Return each line of the listing that has the word "lane" in it.

==== DATA PROVIDED ====

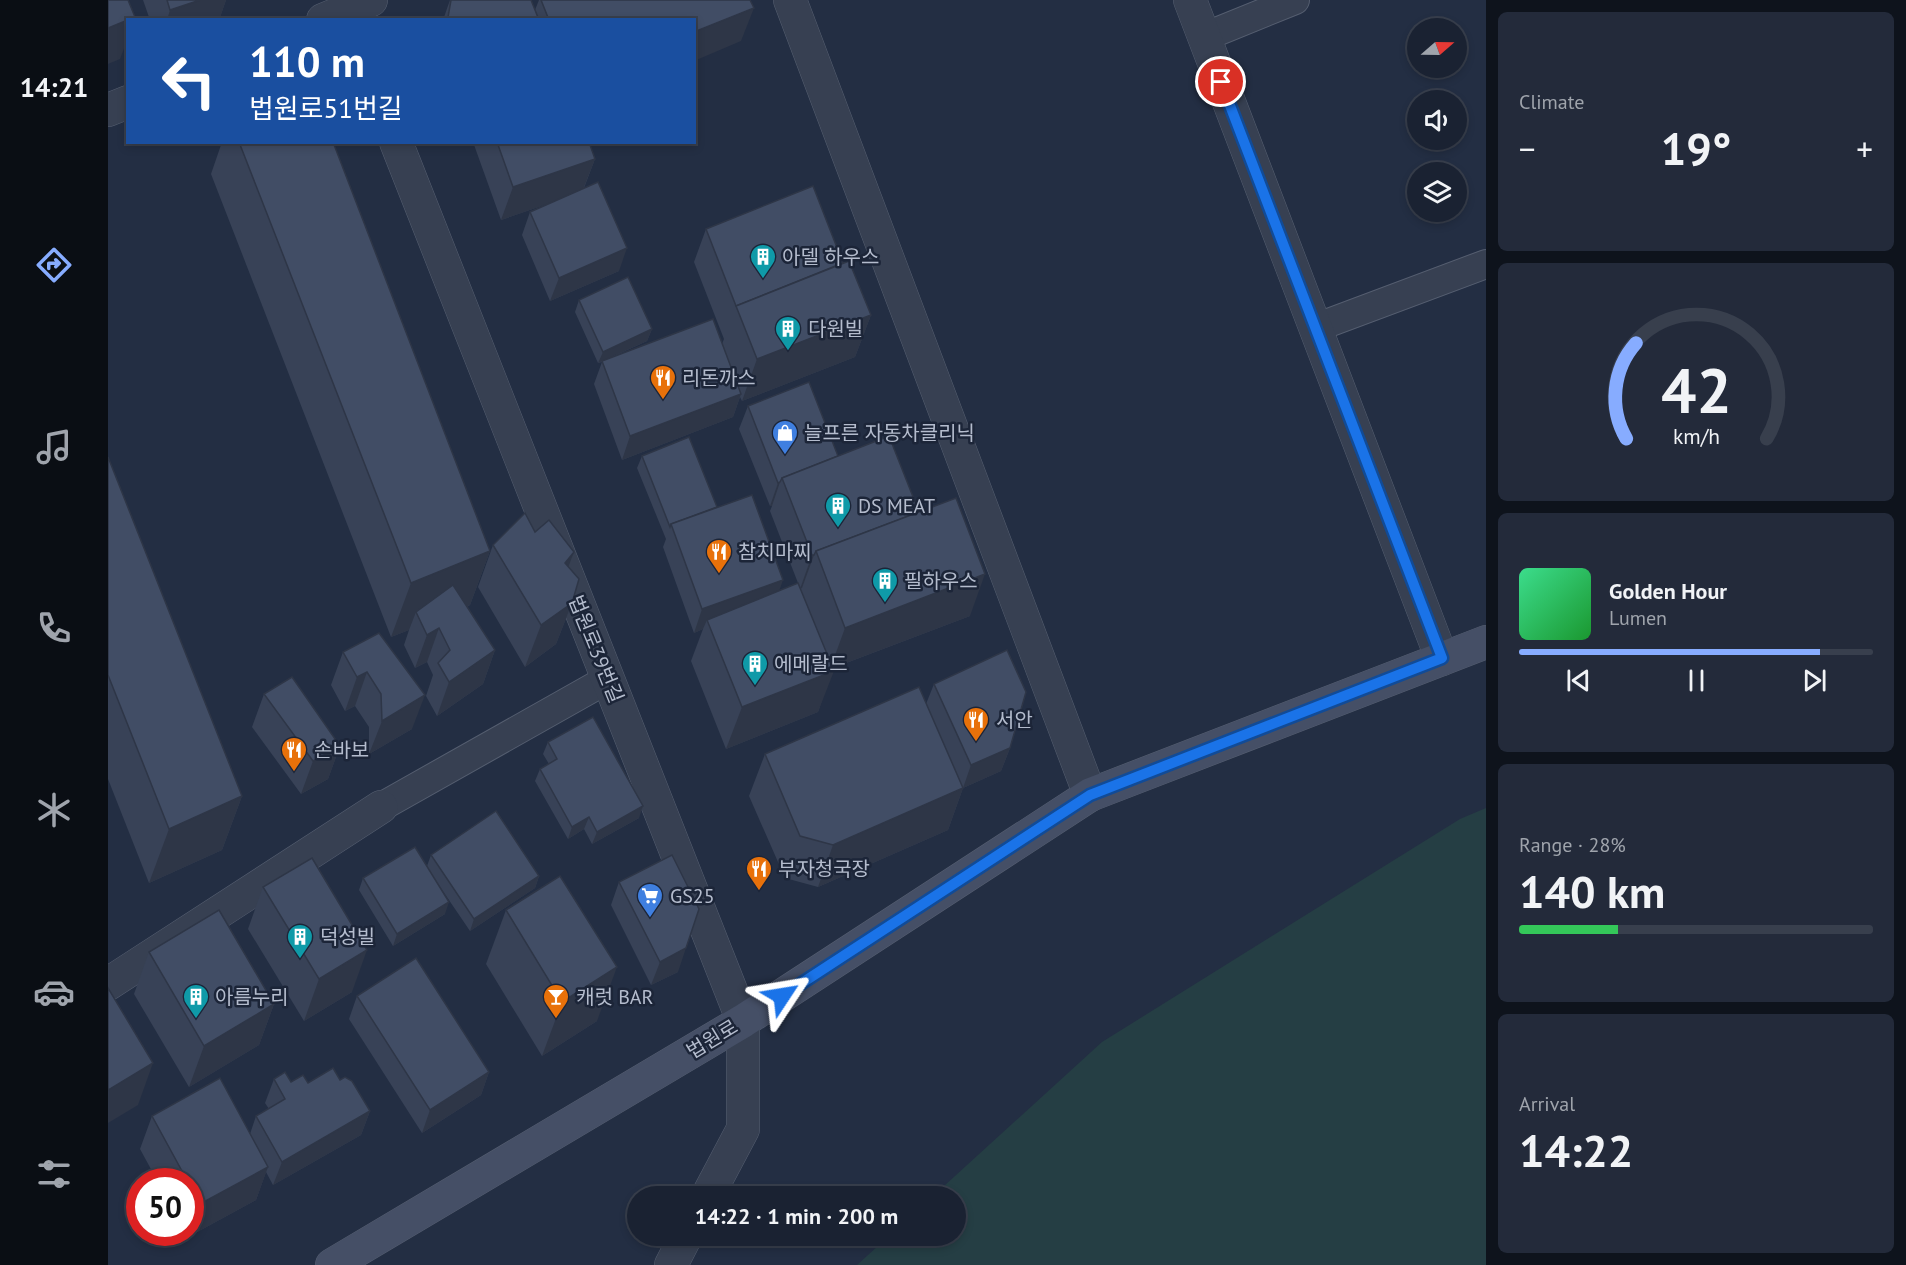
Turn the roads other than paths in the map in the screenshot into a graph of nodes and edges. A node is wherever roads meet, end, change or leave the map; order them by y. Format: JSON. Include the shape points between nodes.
{"nodes":[{"id":1,"x":790,"y":0,"type":"edge"},
{"id":2,"x":1190,"y":0,"type":"edge"},
{"id":3,"x":1296,"y":0,"type":"edge"},
{"id":4,"x":1204,"y":37,"type":"junction"},
{"id":5,"x":126,"y":103,"type":"edge"},
{"id":6,"x":108,"y":110,"type":"edge"},
{"id":7,"x":397,"y":144,"type":"edge"},
{"id":8,"x":1486,"y":264,"type":"edge"},
{"id":9,"x":1315,"y":328,"type":"junction"},
{"id":10,"x":1486,"y":642,"type":"edge"},
{"id":11,"x":1442,"y":658,"type":"junction"},
{"id":12,"x":608,"y":679,"type":"junction"},
{"id":13,"x":1090,"y":795,"type":"junction"},
{"id":14,"x":381,"y":807,"type":"joint"},
{"id":15,"x":108,"y":984,"type":"edge"},
{"id":16,"x":743,"y":1021,"type":"junction"},
{"id":17,"x":713,"y":1186,"type":"edge"},
{"id":18,"x":681,"y":1246,"type":"edge"},
{"id":19,"x":332,"y":1265,"type":"edge"},
{"id":20,"x":671,"y":1265,"type":"edge"}],
"edges":[{"from":1,"to":13,"type":"street"},
{"from":2,"to":4,"type":"street"},
{"from":3,"to":4,"type":"lane"},
{"from":4,"to":9,"type":"street"},
{"from":5,"to":6,"type":"street"},
{"from":7,"to":12,"type":"street","name":"법원로39번길"},
{"from":8,"to":9,"type":"lane"},
{"from":9,"to":11,"type":"street"},
{"from":10,"to":11,"type":"main road","name":"법원로"},
{"from":11,"to":13,"type":"main road","name":"법원로"},
{"from":12,"to":14,"type":"lane"},
{"from":12,"to":16,"type":"street","name":"법원로39번길"},
{"from":13,"to":16,"type":"main road","name":"법원로"},
{"from":14,"to":15,"type":"street"},
{"from":16,"to":17,"type":"street","via":[[743,1130]]},
{"from":16,"to":19,"type":"main road","name":"법원로"},
{"from":18,"to":20,"type":"street"}]}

====

» **EXERCISE ANSWER**:
{"from":3,"to":4,"type":"lane"},
{"from":8,"to":9,"type":"lane"},
{"from":12,"to":14,"type":"lane"},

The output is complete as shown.